_Data for this task_.
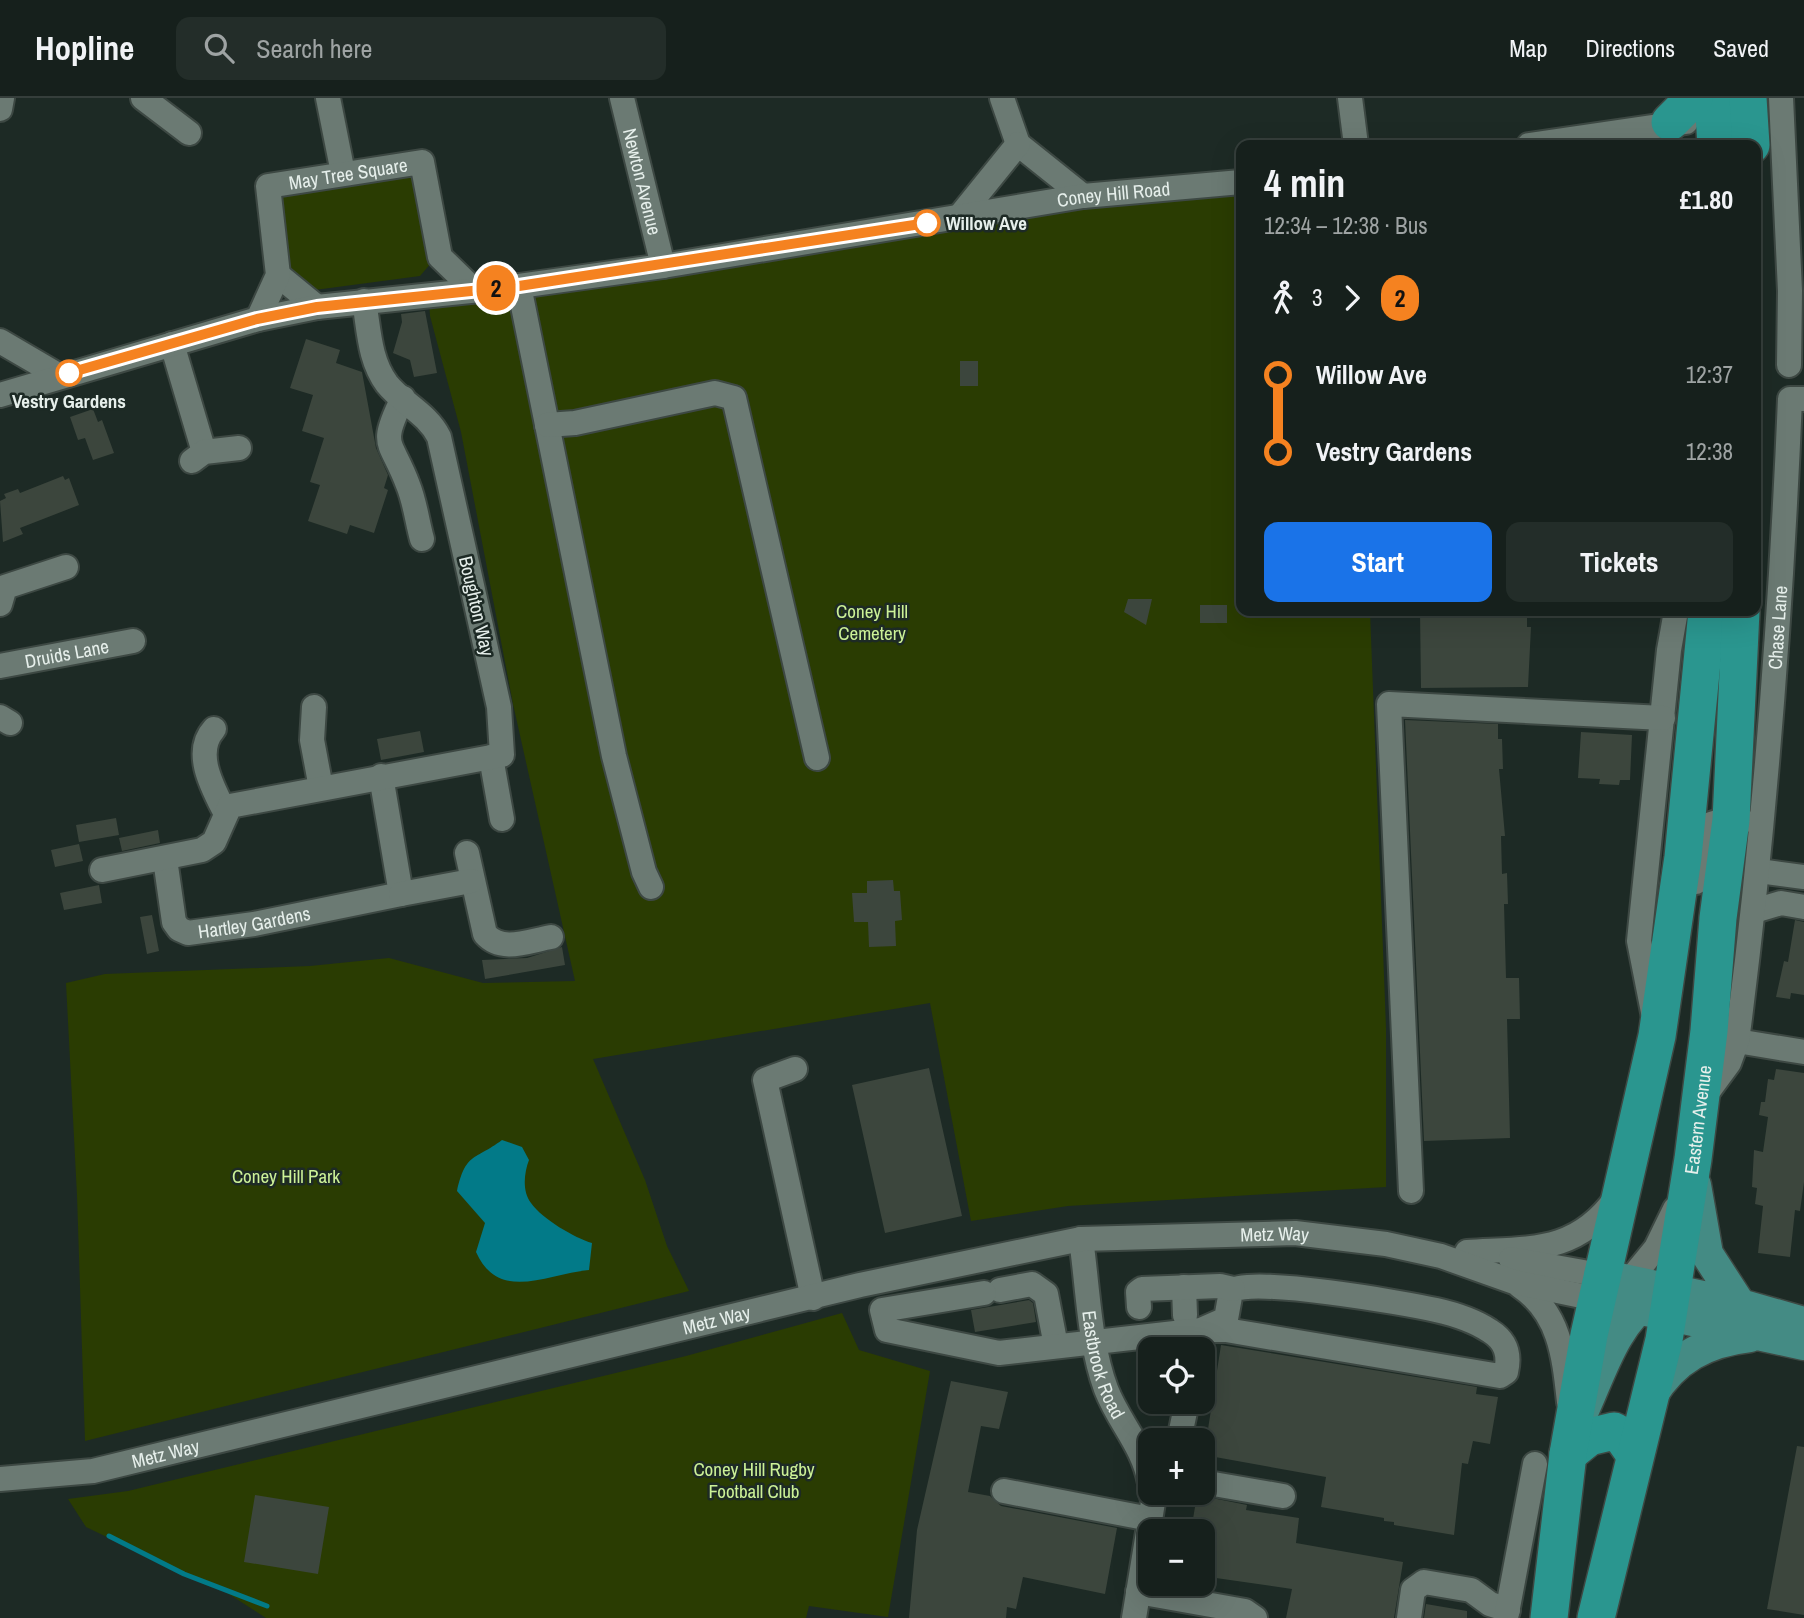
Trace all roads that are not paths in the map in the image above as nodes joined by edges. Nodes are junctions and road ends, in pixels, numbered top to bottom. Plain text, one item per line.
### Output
1 (2, 98) edge
2 (142, 98) edge
3 (328, 98) edge
4 (622, 98) edge
5 (1003, 98) edge
6 (1350, 98) edge
7 (1781, 98) edge
8 (0, 109) edge
9 (1719, 119) edge
10 (189, 133) dead end
11 (1355, 140) edge
12 (1566, 140) edge
13 (1018, 144) junction
14 (343, 173) junction
15 (1236, 182) edge
16 (1083, 195) junction
17 (959, 217) junction
18 (440, 257) junction
19 (663, 266) junction
20 (278, 275) junction
21 (519, 286) junction
22 (473, 289) junction
23 (414, 295) junction
24 (1795, 295) edge
25 (364, 301) junction
26 (317, 307) junction
27 (257, 319) junction
28 (0, 341) edge
29 (172, 344) junction
30 (1789, 365) dead end
31 (58, 375) junction
32 (0, 395) edge
33 (403, 398) junction
34 (1804, 399) edge
35 (547, 425) junction
36 (239, 448) dead end
37 (422, 539) dead end
38 (1794, 553) edge
39 (66, 567) dead end
40 (0, 604) edge
41 (1675, 616) edge
42 (1706, 616) edge
43 (1741, 616) edge
44 (134, 642) dead end
45 (0, 666) edge
46 (314, 707) dead end
47 (1663, 718) junction
48 (214, 729) dead end
49 (491, 757) junction
50 (817, 758) dead end
51 (381, 776) junction
52 (321, 788) junction
53 (226, 814) junction
54 (502, 819) dead end
55 (1746, 821) junction
56 (467, 853) dead end
57 (165, 859) junction
58 (102, 870) dead end
59 (1759, 871) junction
60 (1804, 877) edge
61 (471, 881) junction
62 (651, 887) dead end
63 (401, 894) junction
64 (1804, 907) edge
65 (1754, 911) junction
66 (551, 937) dead end
67 (1672, 942) junction
68 (1657, 1036) junction
69 (1737, 1041) junction
70 (1804, 1052) edge
71 (795, 1069) dead end
72 (1701, 1101) junction
73 (1634, 1144) junction
74 (1694, 1150) junction
75 (1624, 1183) junction
76 (1411, 1191) dead end
77 (1081, 1239) junction
78 (1467, 1252) junction
79 (1441, 1256) junction
80 (1514, 1282) junction
81 (1184, 1287) junction
82 (1233, 1289) junction
83 (1633, 1295) junction
84 (813, 1298) junction
85 (1740, 1305) junction
86 (1139, 1307) dead end
87 (1804, 1323) edge
88 (1195, 1331) edge
89 (1762, 1335) junction
90 (1178, 1337) edge
91 (1095, 1342) junction
92 (1138, 1342) edge
93 (1804, 1344) edge
94 (1056, 1346) junction
95 (1651, 1396) junction
96 (1138, 1448) edge
97 (1558, 1452) junction
98 (1635, 1455) junction
99 (0, 1479) edge
100 (1215, 1484) edge
101 (1004, 1491) dead end
102 (1283, 1496) dead end
103 (1151, 1505) edge
104 (1150, 1519) joint
105 (1138, 1592) edge
106 (1161, 1596) edge
107 (1507, 1614) edge
108 (1134, 1618) edge
109 (1255, 1618) edge
110 (1409, 1618) edge
111 (1549, 1618) edge
112 (1596, 1618) edge

1 - 8 street
2 - 10 street
3 - 14 street
4 - 19 street, Newton Avenue
5 - 13 street
6 - 11 street
7 - 24 street
9 - 12 street
13 - 16 street
13 - 17 street
14 - 18 street, May Tree Square
14 - 20 street, May Tree Square
15 - 16 street, Coney Hill Road
16 - 17 street, Coney Hill Road
17 - 19 street, Coney Hill Road
18 - 22 street
18 - 23 street
19 - 21 street, Coney Hill Road
20 - 26 street
20 - 27 street
21 - 22 street, Coney Hill Road
21 - 35 street
22 - 23 street, Coney Hill Road
23 - 25 street, Coney Hill Road
24 - 30 street
25 - 26 street, Coney Hill Road
25 - 33 street, Boughton Way
26 - 27 street, Coney Hill Road
27 - 29 street, Coney Hill Road
28 - 31 street
29 - 31 street, Coney Hill Road
29 - 36 street
31 - 32 street, Coney Hill Road
33 - 37 street
33 - 49 street, Boughton Way
34 - 38 street, Chase Lane
35 - 50 street
35 - 62 street
38 - 55 street, Chase Lane
39 - 40 street
41 - 47 street, Eastern Avenue
42 - 67 highway, Eastern Avenue
43 - 55 highway, Eastern Avenue
44 - 45 street, Druids Lane
46 - 52 street
47 - 68 street, Eastern Avenue
47 - 76 street
48 - 53 street
49 - 51 street
49 - 54 street
51 - 52 street
51 - 63 street
52 - 53 street
53 - 57 street
55 - 59 street, Chase Lane
55 - 67 street
55 - 72 highway, Eastern Avenue
56 - 61 street
57 - 58 street
57 - 63 street, Hartley Gardens
59 - 60 street
59 - 65 street, Chase Lane
61 - 63 street, Hartley Gardens
61 - 66 street
64 - 65 street
65 - 69 street, Chase Lane
67 - 68 highway, Eastern Avenue
68 - 73 highway, Eastern Avenue
69 - 70 street
69 - 72 street, Chase Lane
71 - 84 street
72 - 74 highway, Eastern Avenue
73 - 74 highway
73 - 75 highway, Eastern Avenue
74 - 83 highway, Eastern Avenue
74 - 85 main road
75 - 78 street
75 - 83 highway, Eastern Avenue
77 - 79 street, Metz Way
77 - 84 street, Metz Way
77 - 91 street, Eastbrook Road
78 - 79 street, Metz Way
78 - 83 street, Metz Way
79 - 80 street, Metz Way
80 - 83 street, Metz Way
80 - 97 street
81 - 82 street
81 - 86 street
81 - 88 street
82 - 88 street
82 - 88 street
83 - 85 main road, Metz Way
83 - 89 main road, Metz Way
83 - 95 highway, Eastern Avenue
83 - 97 highway, Eastern Avenue
84 - 99 street, Metz Way
85 - 87 main road, Metz Way
88 - 90 street
89 - 93 main road, Metz Way
89 - 95 main road
91 - 92 street
91 - 94 street
91 - 96 street, Eastbrook Road
94 - 94 street
95 - 98 highway, Eastern Avenue
97 - 98 highway
97 - 107 street
97 - 111 highway, Eastern Avenue
98 - 112 highway, Eastern Avenue
100 - 102 street
101 - 104 street
103 - 104 street
105 - 108 street
106 - 109 street
107 - 110 street

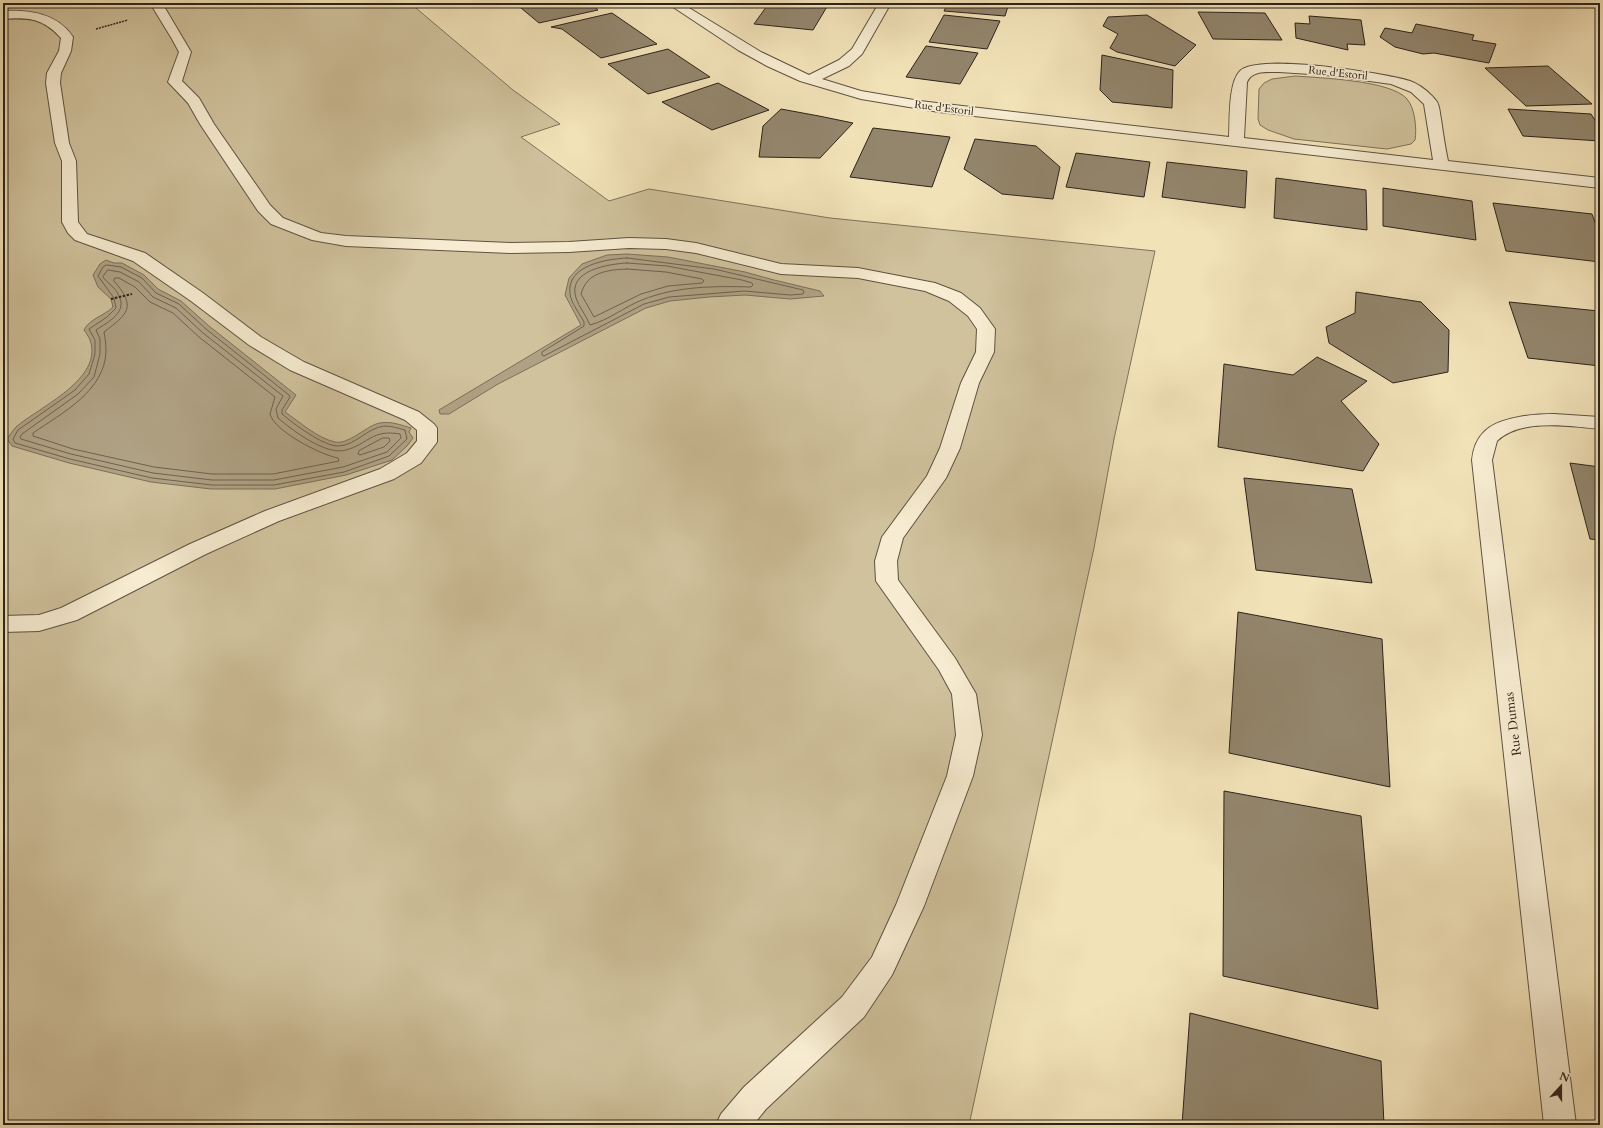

_What to do_. Scan the records above for the word "Lane" and return every line where it occurs.

_The answer_.
34 - 38 street, Chase Lane
38 - 55 street, Chase Lane
44 - 45 street, Druids Lane
55 - 59 street, Chase Lane
59 - 65 street, Chase Lane
65 - 69 street, Chase Lane
69 - 72 street, Chase Lane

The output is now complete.